XAVIER, Michelle Tinoco. Pescadoras: reflexões sobre trabalho e resistência feminina na pesca artesanal. 2019. 126p. Dissertação (Mestrado em Serviço Social e Desenvolvimento Regional) - Universidade Federal Fluminense (UFF), Niterói, 2019. 2


Resumo expandido


A pesquisa de dissertação sobre a qual versa esse resumo foi realizada no curso de mestrado do PPGSSDR-UFF entre os anos de 2018 e 2019. Visa entender as transformações referentes às práticas profissionais, domésticas e relacionais das mulheres pesqueiras que moram na Comunidade do Jequiá (Colônia Z-10), na Ilha do Governador, bairro do Rio de Janeiro (RJ) assim como suas principais demandas e expectativas, tratando além de seu trabalho produtivo e reprodutivo, como elas percebem e usam o espaço que ocupam.

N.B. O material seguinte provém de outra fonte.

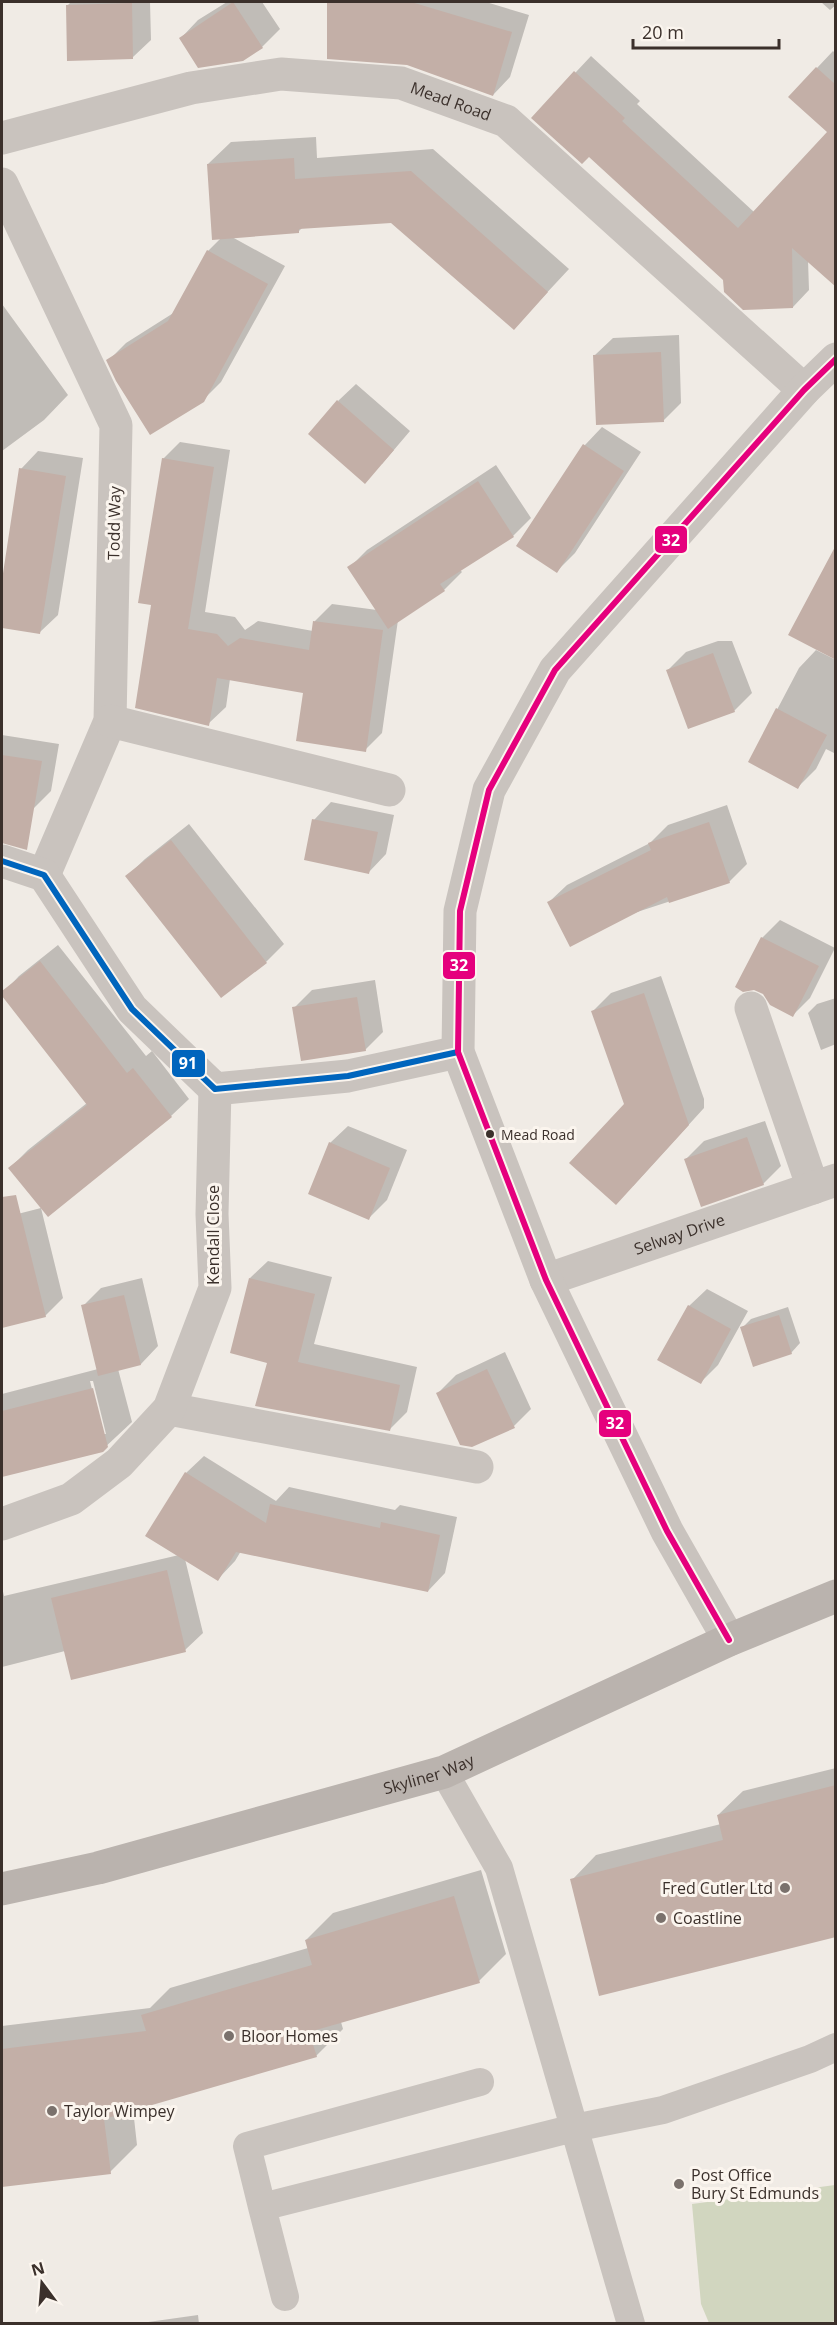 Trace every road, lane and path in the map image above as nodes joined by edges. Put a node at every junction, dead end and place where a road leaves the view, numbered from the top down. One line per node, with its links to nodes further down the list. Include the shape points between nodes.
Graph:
1 (2, 138): 4 (street, Mead Road, via 190,88 281,74 401,83 506,121)
2 (2, 184): 5 (street, Todd Way, via 116,425)
3 (836, 359): 4 (street)
4 (804, 390): 10 (street, via 555,670 489,790 460,911)
5 (110, 721): 6 (street); 8 (street, Todd Way)
6 (389, 790)
7 (2, 861): 8 (street)
8 (44, 875): 11 (street, via 132,1009)
9 (751, 1008): 12 (street, Selway Drive)
10 (458, 1052): 11 (street, via 348,1076); 13 (street)
11 (214, 1089): 14 (street, Kendall Close, via 215,1288)
12 (824, 1184): 13 (street, Selway Drive)
13 (546, 1280): 18 (street, via 667,1531)
14 (169, 1409): 15 (street); 16 (street, Kendall Close, via 119,1462 71,1499)
15 (477, 1467)
16 (2, 1524)
17 (836, 1596): 18 (street, Skyliner Way)
18 (729, 1640): 19 (street, Skyliner Way)
19 (444, 1772): 20 (street, Skyliner Way, via 98,1868); 23 (lane, via 498,1868)
20 (2, 1889)
21 (836, 2047): 23 (lane, via 663,2110)
22 (480, 2082): 24 (lane, via 247,2146)
23 (574, 2128): 24 (lane); 26 (lane)
24 (262, 2207): 25 (lane)
25 (285, 2297)
26 (631, 2324) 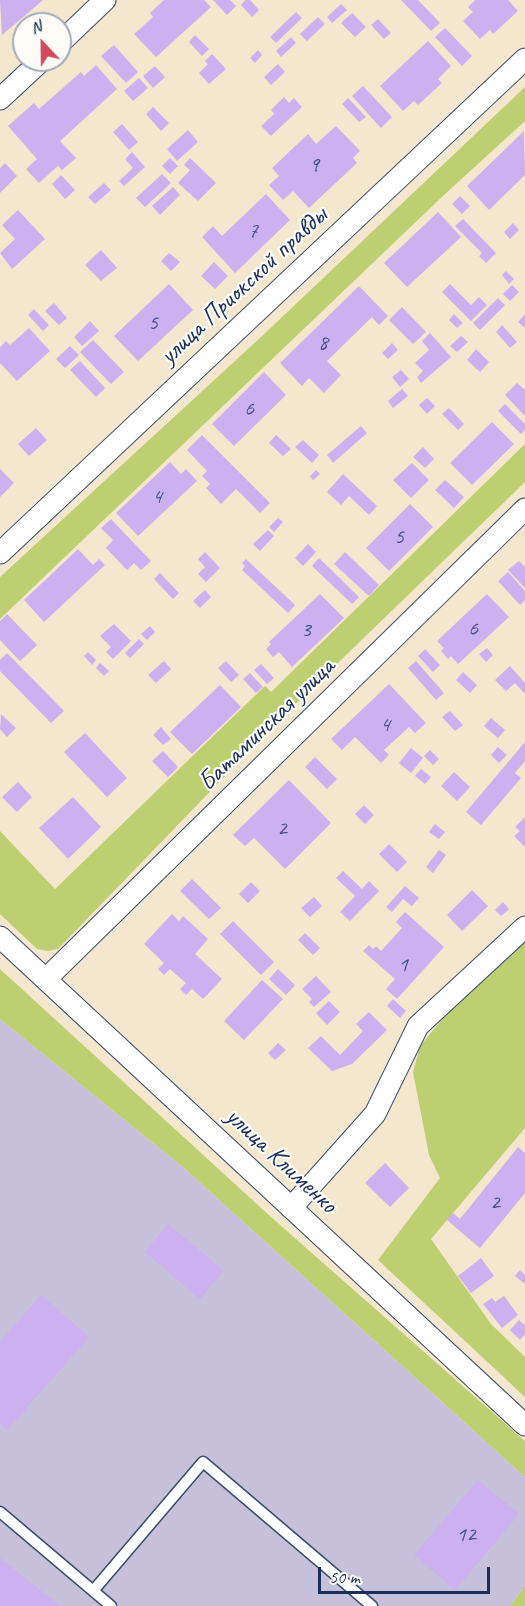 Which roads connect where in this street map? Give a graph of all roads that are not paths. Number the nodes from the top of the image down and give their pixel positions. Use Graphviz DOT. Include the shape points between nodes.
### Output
graph roads {
  1 [pos="105,0"];
  2 [pos="72,32"];
  3 [pos="525,59"];
  4 [pos="29,72"];
  5 [pos="0,99"];
  6 [pos="525,509"];
  7 [pos="0,553"];
  8 [pos="525,927"];
  9 [pos="0,937"];
  10 [pos="46,979"];
  11 [pos="291,1208"];
  12 [pos="525,1425"];
  13 [pos="0,1512"];
  14 [pos="93,1591"];
  15 [pos="111,1606"];
  16 [pos="370,1606"];
  1 -- 2 [label="street"];
  3 -- 7 [label="street, улица Приокской правды"];
  4 -- 5 [label="street"];
  6 -- 10 [label="street, Батаминская улица"];
  8 -- 11 [label="street" via="418,1026 375,1114"];
  9 -- 10 [label="street, улица Клименко"];
  10 -- 11 [label="street, улица Клименко"];
  11 -- 12 [label="street, улица Клименко"];
  13 -- 14 [label="lane"];
  14 -- 15 [label="lane"];
  14 -- 16 [label="lane" via="203,1462"];
} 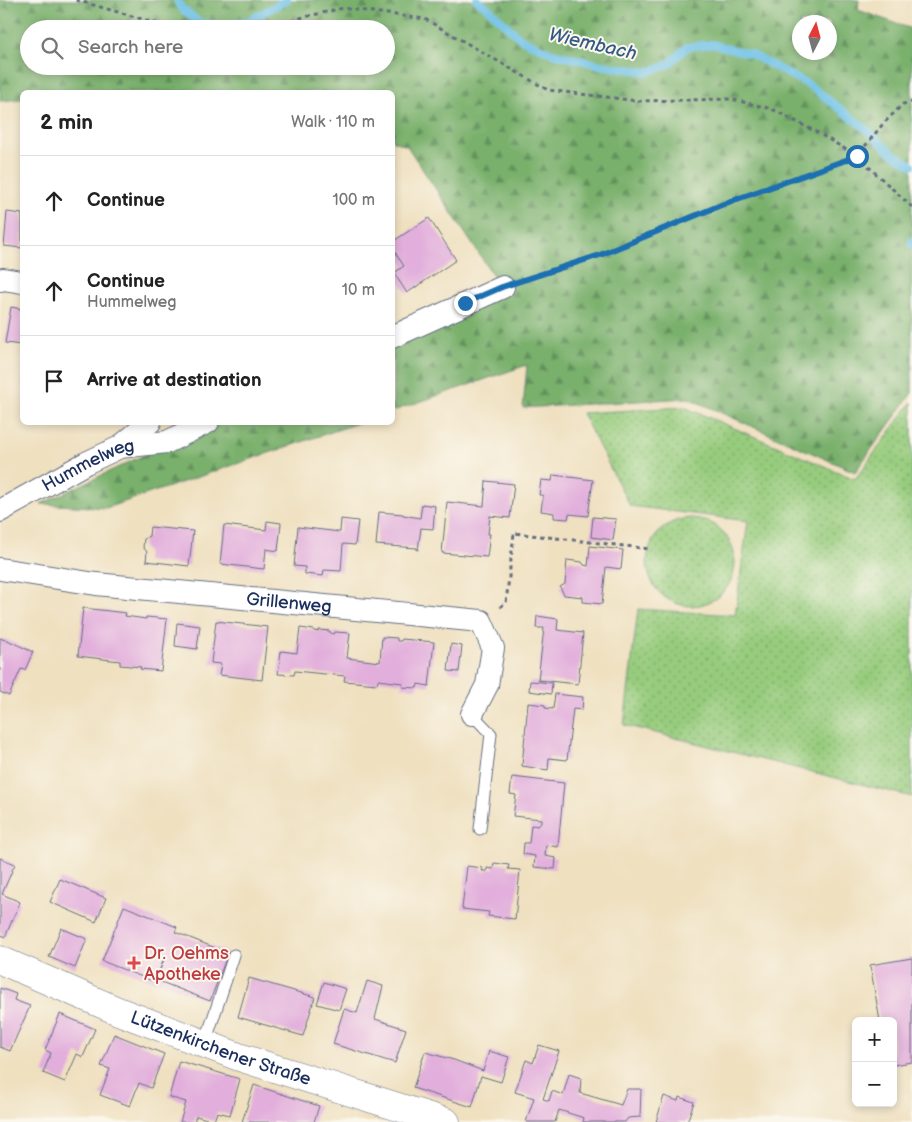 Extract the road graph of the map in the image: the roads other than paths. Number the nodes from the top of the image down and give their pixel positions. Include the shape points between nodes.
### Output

Tratamos aqui das transformações sociais sofridas por essa comunidade e modos de vida de pescadores(as) locais frente aos impasses impostos pelo “desenvolvimento” capitalista à pesca. Essas transformações decorrem tanto dos investimentos na modernização da pesca através de políticas públicas, como pelas relações desiguais de poder que o Estado e a indústria petrolífera exercem sobre o território, na apropriação dos recursos naturais.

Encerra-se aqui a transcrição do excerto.